Kelsey holt Wasser aus einem Eisloch und kocht uns einen Kaffee. Fließendes Wasser gibt es in Camp Nanuq nicht. Strom ist vorhanden. Sogar Internet gibt es. "Aus dem ungesicherten WLAN des Nachbarn", grinst Kelsey. Er lebt hier mit seiner Freundin Karine, die ebenfalls als Guide arbeitet und sich als Polarbären-Fotografin einen Namen gemacht hat. Dank Kelsey kommt sie näher als jeder andere an die Bären heran. So entstehen faszinierende Aufnahmen, die bereits von namhaften Magazinen wie National Geographic veröffentlicht wurden.

Auch Karine weiß eine Bären-Story aus Camp Nanuq zu erzählen. Sie war in der Küche, als am Fenster plötzlich ein Schatten auftauchte. Sie dachte, es sei Kelsey, der neugierig ins Fenster schaut, was es wohl zu Essen gibt. Doch statt Kelseys bärtigem Gesicht starrten sie zwei schwarze Bärenaugen an. Karine schrie auf und ließ den Löffel fallen. Kelsey griff im Nebenraum sofort zur Schrotflinte, um draußen in die Luft zu schießen. So werden zu neugierige Bären in Camp Nanuq vertrieben.

Ob ihre Hütte in diesem Winter von einem ungebetenen Gast heimgesucht wurde, werden die beiden erst im nächsten Sommer erfahren. Nach der Polarbärensaison ziehen Kelsey und Karine mit ihren inzwischen drei Hunden nach Whitehorse in den Yukon, ihrer zweiten Heimat. "Dort ist der Winter wärmer", schmunzelt Kelsey. Doch zum Sommer, wenn sich die ersten Polarbären wieder an der Hudson Bay sammeln, kehren Karine und Kelsey zurück. Zu ihrer Hütte in Camp Nanuq.
Meine Hot-Spots in Churchill :

Bird Cove: Die Aussicht von der felsigen Küste an der Hudson Bay ist spektakulär. Hier sieht man Polarbären, Gyrfalken und Polarfüchse.

Sonnenaufgang auf dem Wasser - nur mit den Beluga-Walen um dich herum. Es ist einer meiner herrlichsten Augenblicke in Churchill.
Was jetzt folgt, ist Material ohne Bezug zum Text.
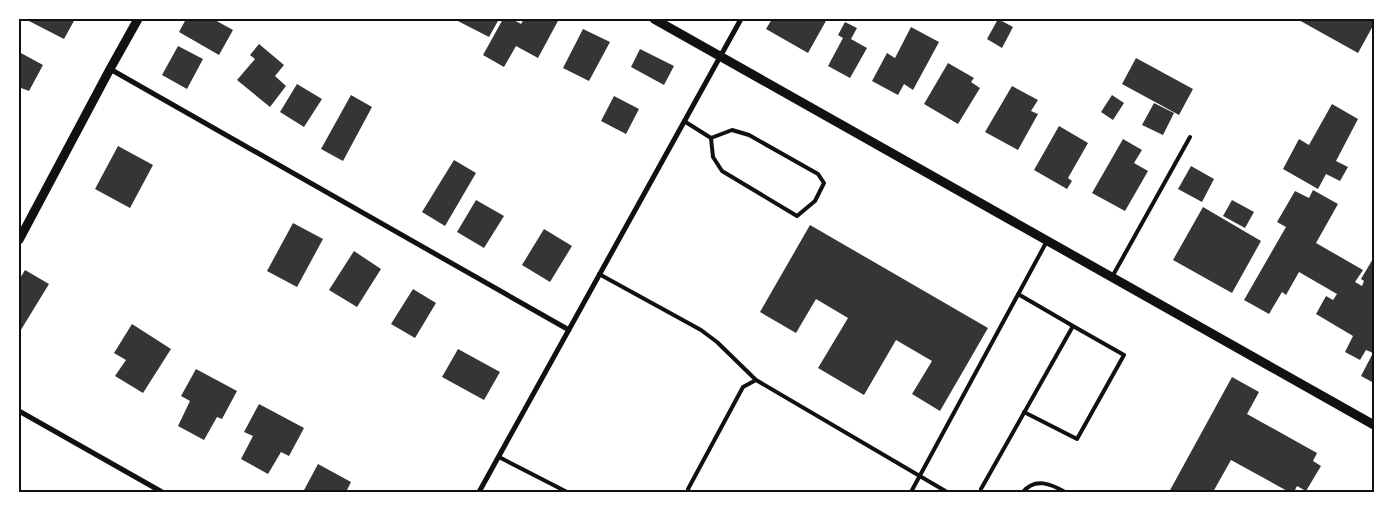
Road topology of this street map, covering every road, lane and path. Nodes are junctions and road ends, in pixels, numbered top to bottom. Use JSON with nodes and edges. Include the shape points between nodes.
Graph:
{"nodes":[{"id":1,"x":138,"y":19,"type":"edge"},
{"id":2,"x":654,"y":19,"type":"edge"},
{"id":3,"x":741,"y":19,"type":"edge"},
{"id":4,"x":720,"y":56,"type":"junction"},
{"id":5,"x":110,"y":69,"type":"junction"},
{"id":6,"x":684,"y":121,"type":"junction"},
{"id":7,"x":1190,"y":137,"type":"dead end"},
{"id":8,"x":711,"y":138,"type":"junction"},
{"id":9,"x":19,"y":240,"type":"edge"},
{"id":10,"x":1047,"y":240,"type":"junction"},
{"id":11,"x":600,"y":274,"type":"junction"},
{"id":12,"x":1112,"y":277,"type":"junction"},
{"id":13,"x":1018,"y":294,"type":"junction"},
{"id":14,"x":1073,"y":326,"type":"junction"},
{"id":15,"x":569,"y":330,"type":"junction"},
{"id":16,"x":756,"y":380,"type":"junction"},
{"id":17,"x":19,"y":411,"type":"edge"},
{"id":18,"x":1024,"y":412,"type":"junction"},
{"id":19,"x":1374,"y":425,"type":"edge"},
{"id":20,"x":499,"y":457,"type":"junction"},
{"id":21,"x":920,"y":476,"type":"junction"},
{"id":22,"x":981,"y":489,"type":"dead end"},
{"id":23,"x":162,"y":492,"type":"edge"},
{"id":24,"x":479,"y":492,"type":"edge"},
{"id":25,"x":567,"y":492,"type":"edge"},
{"id":26,"x":689,"y":492,"type":"edge"},
{"id":27,"x":911,"y":492,"type":"edge"},
{"id":28,"x":947,"y":492,"type":"edge"},
{"id":29,"x":1023,"y":492,"type":"edge"},
{"id":30,"x":1065,"y":492,"type":"edge"}],
"edges":[{"from":1,"to":5,"type":"street"},
{"from":2,"to":4,"type":"street"},
{"from":3,"to":4,"type":"street"},
{"from":4,"to":6,"type":"street"},
{"from":4,"to":10,"type":"street"},
{"from":5,"to":9,"type":"street"},
{"from":5,"to":15,"type":"street"},
{"from":6,"to":8,"type":"lane"},
{"from":6,"to":11,"type":"street"},
{"from":7,"to":12,"type":"lane"},
{"from":8,"to":8,"type":"lane","via":[[713,157],[722,171],[797,216],[815,201],[824,183],[818,174],[749,135],[732,130]]},
{"from":10,"to":12,"type":"street"},
{"from":10,"to":13,"type":"lane"},
{"from":11,"to":15,"type":"street"},
{"from":11,"to":16,"type":"lane","via":[[701,330]]},
{"from":12,"to":19,"type":"street"},
{"from":13,"to":14,"type":"lane"},
{"from":13,"to":21,"type":"lane"},
{"from":14,"to":18,"type":"lane"},
{"from":14,"to":18,"type":"lane","via":[[1124,355],[1077,439]]},
{"from":15,"to":20,"type":"street"},
{"from":16,"to":21,"type":"lane"},
{"from":16,"to":26,"type":"lane","via":[[743,387]]},
{"from":17,"to":23,"type":"street"},
{"from":18,"to":22,"type":"lane"},
{"from":20,"to":24,"type":"street"},
{"from":20,"to":25,"type":"lane"},
{"from":21,"to":27,"type":"lane"},
{"from":21,"to":28,"type":"lane"},
{"from":29,"to":30,"type":"lane","via":[[1035,483],[1049,483]]}]}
Schnorcheln mit den Belugas - ein absolutes Muss an der Hudson Bay!

Meine Hütte in Camp Nanuq - Es ist der beste Ort, um von der Veranda aus Polarbären zu beobachten. Manchmal sehen wir auch Wölfe und Karibus.


Zur Person: KELSEY ELIASSON

1972 in Riverton, Manitoba geboren
1990 Studium in Marketing und Geschäftsmanagement an der University of Manitoba
1995 Community Development Manager
1999 Umzug nach Churchill - Kelsey heuert als Tundra Buggy Fahrer und Dog Musher an
2006 Beginn der Selbstständigkeit - Er arbeitet unter anderem als Polarbären-Guide und als Wildnisführer im Hinterland

Heute lebt und arbeitet Kelsey mit seiner Freundin Karine Genest in seiner Hütte in Camp Nanuq. Mit den drei Hunden natürlich.